CERITA KECIL : Membuat Rokok Tingwe (Bagian 23)
Suatu
ketika saya ikut ayah ke sawah untuk menyiapkan lahan yang siap ditanami dengan
bibit padi. Karena saya tidak bisa membantu mencangkul, saya diberi tugas untuk
meratakan tanah agar mudah untuk ditanami padi oleh ibu dan beberapa ibu-ibu
tetangga yang membantu. Masyarakat desa terbiasa saling membantu menanam padi
di sawah dengan sedikit imbalan (buruh tandur). Ketika tiba waktunya istirahat
siang, ibu mengantar makanan ke sawah untuk kami nikmati bersama. Sesudah
makan, ayah saya terbiasa merokok tingwe, yaitu rokok yang disiapkan sendiri
menggunakan tembakau, dan sejenis bumbu rokok yang disebut ratus. Rokok tingwe
ini disiapkan dengan melinting tembakau dan ratus menggunakan kertas sigaret.

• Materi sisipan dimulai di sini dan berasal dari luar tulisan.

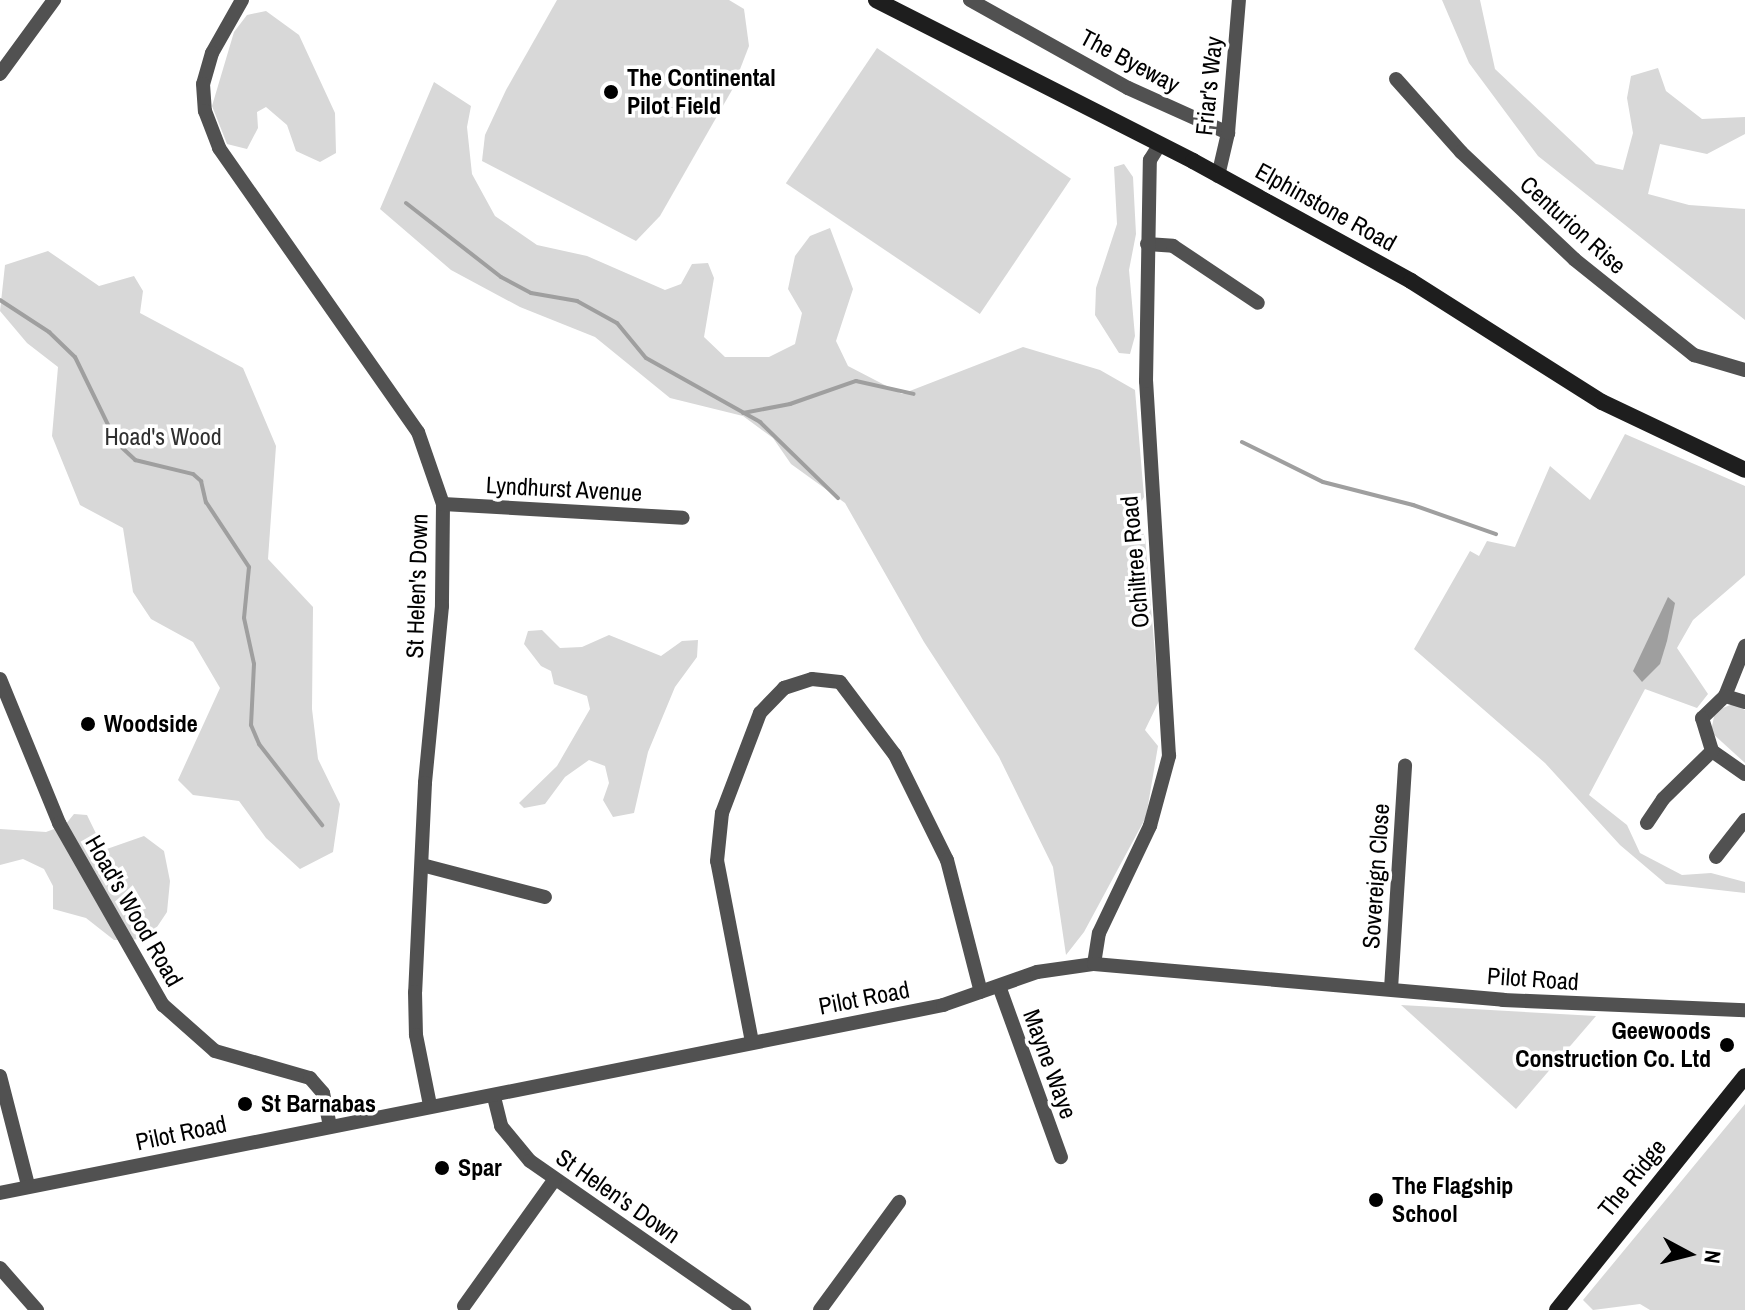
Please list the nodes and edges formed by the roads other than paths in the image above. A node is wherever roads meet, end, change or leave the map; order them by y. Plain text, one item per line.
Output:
1 (54, 0) edge
2 (242, 0) edge
3 (876, 0) edge
4 (970, 0) edge
5 (1239, 0) edge
6 (0, 74) edge
7 (1396, 79) dead end
8 (1228, 133) junction
9 (1160, 144) junction
10 (1218, 176) junction
11 (1147, 244) junction
12 (1258, 303) dead end
13 (1745, 370) edge
14 (1745, 470) edge
15 (443, 504) junction
16 (683, 518) dead end
17 (1745, 646) edge
18 (0, 679) edge
19 (1725, 696) junction
20 (1745, 702) edge
21 (1712, 751) junction
22 (1405, 765) dead end
23 (1745, 774) edge
24 (1745, 820) edge
25 (1647, 823) dead end
26 (1716, 857) dead end
27 (422, 865) junction
28 (545, 897) dead end
29 (1094, 964) junction
30 (999, 986) junction
31 (1391, 989) junction
32 (981, 992) junction
33 (1745, 1010) edge
34 (752, 1042) junction
35 (0, 1076) edge
36 (1745, 1076) edge
37 (494, 1097) junction
38 (430, 1105) junction
39 (330, 1125) junction
40 (1061, 1157) dead end
41 (555, 1179) junction
42 (28, 1185) junction
43 (0, 1193) edge
44 (899, 1202) dead end
45 (0, 1268) edge
46 (464, 1306) dead end
47 (37, 1310) edge
48 (744, 1310) edge
49 (820, 1310) edge
50 (1557, 1310) edge

1 - 6 street
2 - 15 street, St Helen's Down
3 - 9 street, Elphinstone Road
4 - 8 street, The Byeway
5 - 8 street, Friar's Way
7 - 13 street, Centurion Rise
8 - 10 street, Friar's Way
9 - 10 street, Elphinstone Road
9 - 11 street, Ochiltree Road
10 - 14 street, Elphinstone Road
11 - 12 street
11 - 29 street, Ochiltree Road
15 - 16 street, Lyndhurst Avenue
15 - 27 street, St Helen's Down
17 - 19 street
18 - 39 street, Hoad's Wood Road
19 - 20 street
19 - 21 street
21 - 23 street
21 - 25 street
22 - 31 street, Sovereign Close
24 - 26 street
27 - 28 street
27 - 38 street, St Helen's Down
29 - 30 street, Pilot Road
29 - 31 street, Pilot Road
30 - 32 street, Pilot Road
30 - 40 street, Mayne Waye
31 - 33 street, Pilot Road
32 - 34 street, Pilot Road
32 - 34 street
34 - 37 street, Pilot Road
35 - 42 street
36 - 50 street, The Ridge
37 - 38 street, Pilot Road
37 - 41 street, St Helen's Down
38 - 39 street, Pilot Road
39 - 42 street, Pilot Road
41 - 46 street
41 - 48 street, St Helen's Down
42 - 43 street, Pilot Road
44 - 49 street
45 - 47 street

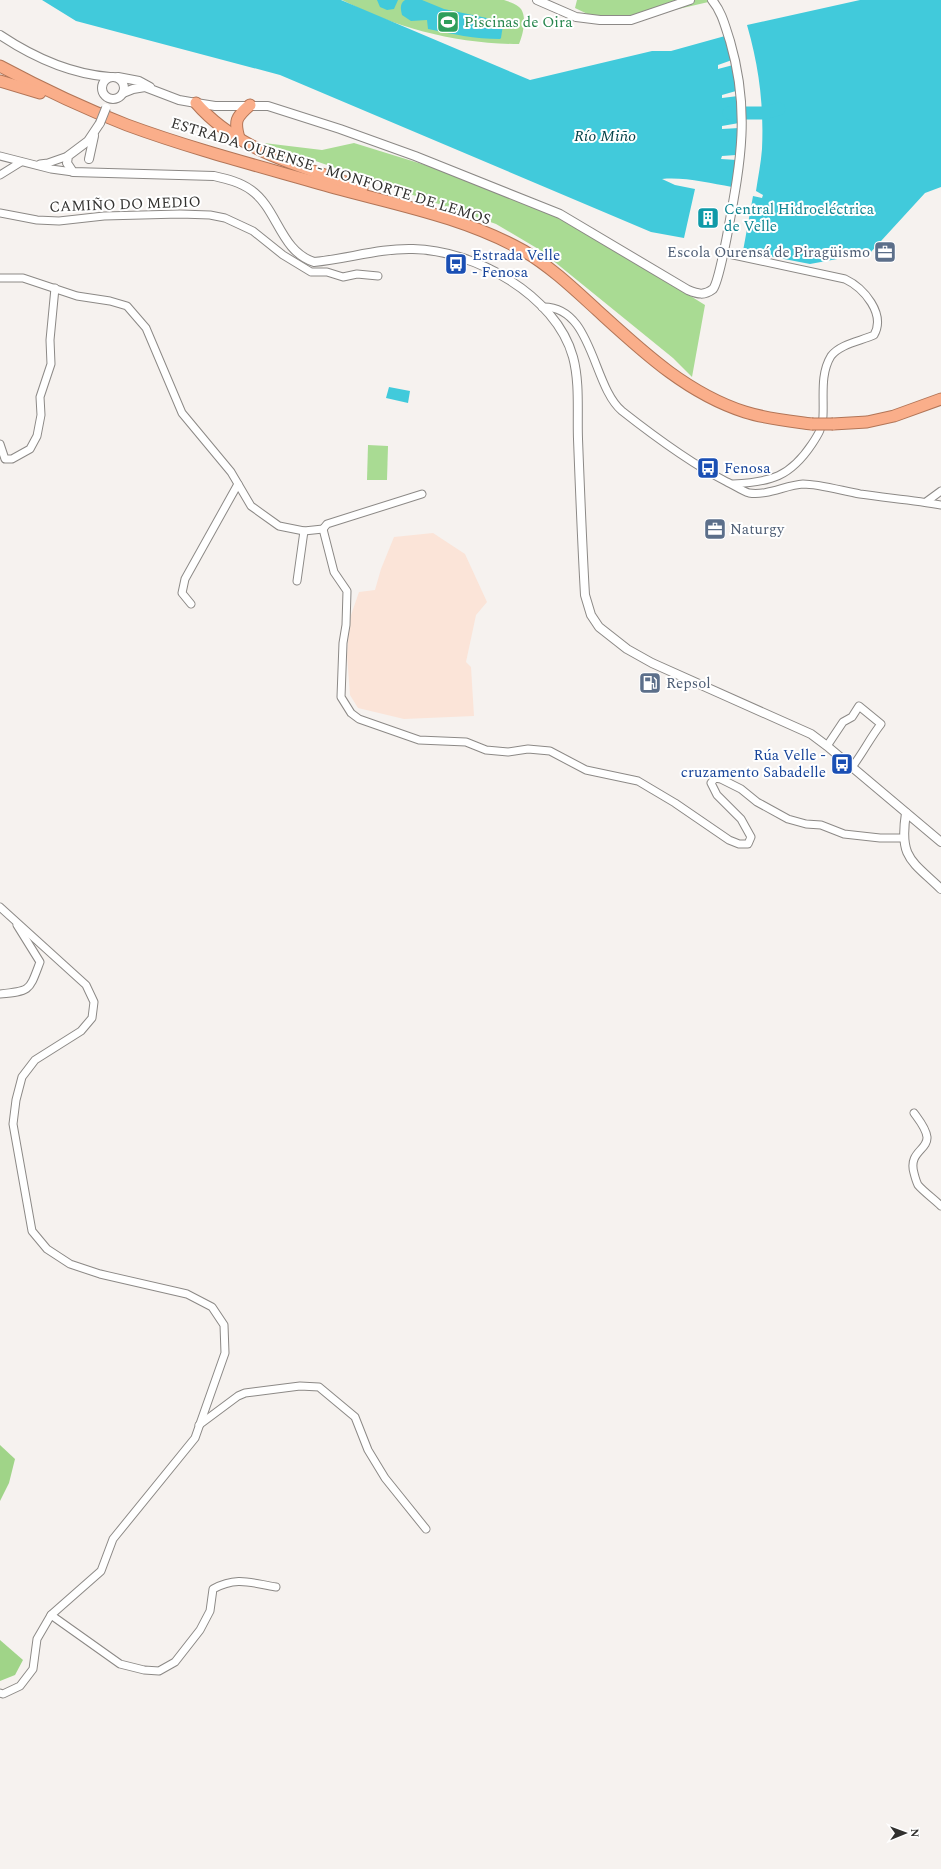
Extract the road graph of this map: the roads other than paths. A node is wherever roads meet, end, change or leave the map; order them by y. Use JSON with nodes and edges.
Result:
{"nodes":[{"id":1,"x":537,"y":0,"type":"edge"},
{"id":2,"x":690,"y":0,"type":"edge"},
{"id":3,"x":712,"y":0,"type":"edge"},
{"id":4,"x":0,"y":35,"type":"edge"},
{"id":5,"x":0,"y":66,"type":"edge"},
{"id":6,"x":76,"y":71,"type":"junction"},
{"id":7,"x":114,"y":77,"type":"junction"},
{"id":8,"x":0,"y":81,"type":"edge"},
{"id":9,"x":103,"y":90,"type":"junction"},
{"id":10,"x":156,"y":90,"type":"junction"},
{"id":11,"x":120,"y":96,"type":"junction"},
{"id":12,"x":196,"y":103,"type":"junction"},
{"id":13,"x":79,"y":105,"type":"junction"},
{"id":14,"x":250,"y":105,"type":"junction"},
{"id":15,"x":106,"y":108,"type":"junction"},
{"id":16,"x":100,"y":122,"type":"junction"},
{"id":17,"x":239,"y":138,"type":"junction"},
{"id":18,"x":72,"y":154,"type":"junction"},
{"id":19,"x":0,"y":156,"type":"edge"},
{"id":20,"x":89,"y":161,"type":"junction"},
{"id":21,"x":20,"y":162,"type":"junction"},
{"id":22,"x":36,"y":164,"type":"junction"},
{"id":23,"x":77,"y":172,"type":"junction"},
{"id":24,"x":109,"y":173,"type":"junction"},
{"id":25,"x":0,"y":175,"type":"edge"},
{"id":26,"x":0,"y":213,"type":"edge"},
{"id":27,"x":443,"y":218,"type":"junction"},
{"id":28,"x":724,"y":253,"type":"junction"},
{"id":29,"x":304,"y":259,"type":"junction"},
{"id":30,"x":299,"y":265,"type":"junction"},
{"id":31,"x":378,"y":276,"type":"dead end"},
{"id":32,"x":0,"y":278,"type":"edge"},
{"id":33,"x":56,"y":288,"type":"junction"},
{"id":34,"x":542,"y":307,"type":"junction"},
{"id":35,"x":941,"y":399,"type":"edge"},
{"id":36,"x":0,"y":444,"type":"edge"},
{"id":37,"x":238,"y":484,"type":"junction"},
{"id":38,"x":730,"y":484,"type":"junction"},
{"id":39,"x":941,"y":492,"type":"edge"},
{"id":40,"x":422,"y":494,"type":"dead end"},
{"id":41,"x":926,"y":502,"type":"junction"},
{"id":42,"x":941,"y":505,"type":"edge"},
{"id":43,"x":324,"y":529,"type":"junction"},
{"id":44,"x":304,"y":531,"type":"junction"},
{"id":45,"x":296,"y":581,"type":"dead end"},
{"id":46,"x":191,"y":604,"type":"dead end"},
{"id":47,"x":827,"y":746,"type":"junction"},
{"id":48,"x":852,"y":767,"type":"junction"},
{"id":49,"x":906,"y":813,"type":"junction"},
{"id":50,"x":903,"y":838,"type":"junction"},
{"id":51,"x":941,"y":842,"type":"edge"},
{"id":52,"x":941,"y":889,"type":"edge"},
{"id":53,"x":0,"y":907,"type":"edge"},
{"id":54,"x":12,"y":918,"type":"junction"},
{"id":55,"x":0,"y":994,"type":"edge"},
{"id":56,"x":914,"y":1113,"type":"dead end"},
{"id":57,"x":941,"y":1206,"type":"edge"},
{"id":58,"x":199,"y":1426,"type":"junction"},
{"id":59,"x":426,"y":1529,"type":"dead end"},
{"id":60,"x":276,"y":1587,"type":"dead end"},
{"id":61,"x":51,"y":1615,"type":"junction"},
{"id":62,"x":0,"y":1693,"type":"edge"}],
"edges":[{"from":1,"to":2,"type":"street"},
{"from":3,"to":28,"type":"street"},
{"from":4,"to":6,"type":"street"},
{"from":5,"to":13,"type":"highway","name":"ESTRADA OURENSE - MONFORTE DE LEMOS"},
{"from":6,"to":7,"type":"street"},
{"from":6,"to":9,"type":"street"},
{"from":7,"to":9,"type":"street"},
{"from":7,"to":10,"type":"street"},
{"from":7,"to":11,"type":"street"},
{"from":8,"to":13,"type":"highway"},
{"from":9,"to":11,"type":"street"},
{"from":9,"to":15,"type":"street"},
{"from":10,"to":11,"type":"street"},
{"from":10,"to":12,"type":"street"},
{"from":11,"to":15,"type":"street"},
{"from":12,"to":14,"type":"street"},
{"from":12,"to":17,"type":"highway"},
{"from":13,"to":27,"type":"highway","name":"ESTRADA OURENSE - MONFORTE DE LEMOS"},
{"from":14,"to":17,"type":"highway"},
{"from":14,"to":28,"type":"street"},
{"from":15,"to":16,"type":"street","bridge":true},
{"from":16,"to":18,"type":"street"},
{"from":16,"to":20,"type":"street"},
{"from":17,"to":27,"type":"highway"},
{"from":18,"to":20,"type":"street"},
{"from":18,"to":22,"type":"street"},
{"from":18,"to":23,"type":"street"},
{"from":19,"to":21,"type":"street"},
{"from":20,"to":23,"type":"street"},
{"from":20,"to":24,"type":"street"},
{"from":21,"to":22,"type":"street"},
{"from":21,"to":25,"type":"street"},
{"from":22,"to":23,"type":"street"},
{"from":23,"to":24,"type":"street"},
{"from":24,"to":29,"type":"street"},
{"from":26,"to":30,"type":"street","name":"CAMIÑO DO MEDIO"},
{"from":27,"to":35,"type":"highway","name":"ESTRADA OURENSE - MONFORTE DE LEMOS","bridge":true},
{"from":28,"to":38,"type":"street"},
{"from":29,"to":30,"type":"street"},
{"from":29,"to":34,"type":"street"},
{"from":30,"to":31,"type":"street","name":"CAMIÑO DO MEDIO"},
{"from":32,"to":33,"type":"street"},
{"from":33,"to":36,"type":"street"},
{"from":33,"to":37,"type":"street"},
{"from":34,"to":38,"type":"street"},
{"from":34,"to":47,"type":"street"},
{"from":37,"to":44,"type":"street"},
{"from":37,"to":46,"type":"street"},
{"from":38,"to":41,"type":"street"},
{"from":39,"to":41,"type":"street"},
{"from":40,"to":43,"type":"street"},
{"from":41,"to":42,"type":"street"},
{"from":43,"to":44,"type":"street"},
{"from":43,"to":50,"type":"street"},
{"from":44,"to":45,"type":"street"},
{"from":47,"to":48,"type":"street"},
{"from":47,"to":48,"type":"street"},
{"from":48,"to":49,"type":"street"},
{"from":49,"to":50,"type":"street"},
{"from":49,"to":51,"type":"street"},
{"from":50,"to":52,"type":"street"},
{"from":53,"to":54,"type":"street"},
{"from":54,"to":55,"type":"street"},
{"from":54,"to":58,"type":"street"},
{"from":56,"to":57,"type":"street"},
{"from":58,"to":59,"type":"street"},
{"from":58,"to":61,"type":"street"},
{"from":60,"to":61,"type":"street"},
{"from":61,"to":62,"type":"street"}]}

Saya perhatikan cara ayah membuat rokok tingwe, dan cara menghisap asap rokok.
Sepertinya begitu nikmat ketika ayah menghisap rokok itu.
Sesudah
peralatan makanan dirapikan kembali oleh ibu, dan ayah kembali bekerja
mencangkul tanah sawah, secara sembunyi-sembunyi saya mencoba membuat sebatang
rokok tingwe seperti yang dilakukan oleh ayah saya. Sesudah siap, rokok saya
nyalakan dengan korek geretan, dan sigap saya hisap seperti yang dilakukan oleh
ayah. Hasilnya. Saya terbatuk-batuk dan merasakan panas di saluran hidung.
Sungguh tersiksa. Melihat kejadian itu, ayah saya cuma berkomentar :” Ora sah udut. Udut gur nggo sing wis kebacut”
(tidak usah merokok, merokok hanya untuk orang yang sudah terlanjur). Namun,
secara sembunyi-sembunyi saya mencoba merokok, hasilnya sama,- terbatuk-batuk
dan merasakan panas di saluran hidung.
Setelah gagal mencoba merokok, saya memutuskan untuk
tidak merokok saja. Mumpung belum terlanjut menjadi perokok ndekek.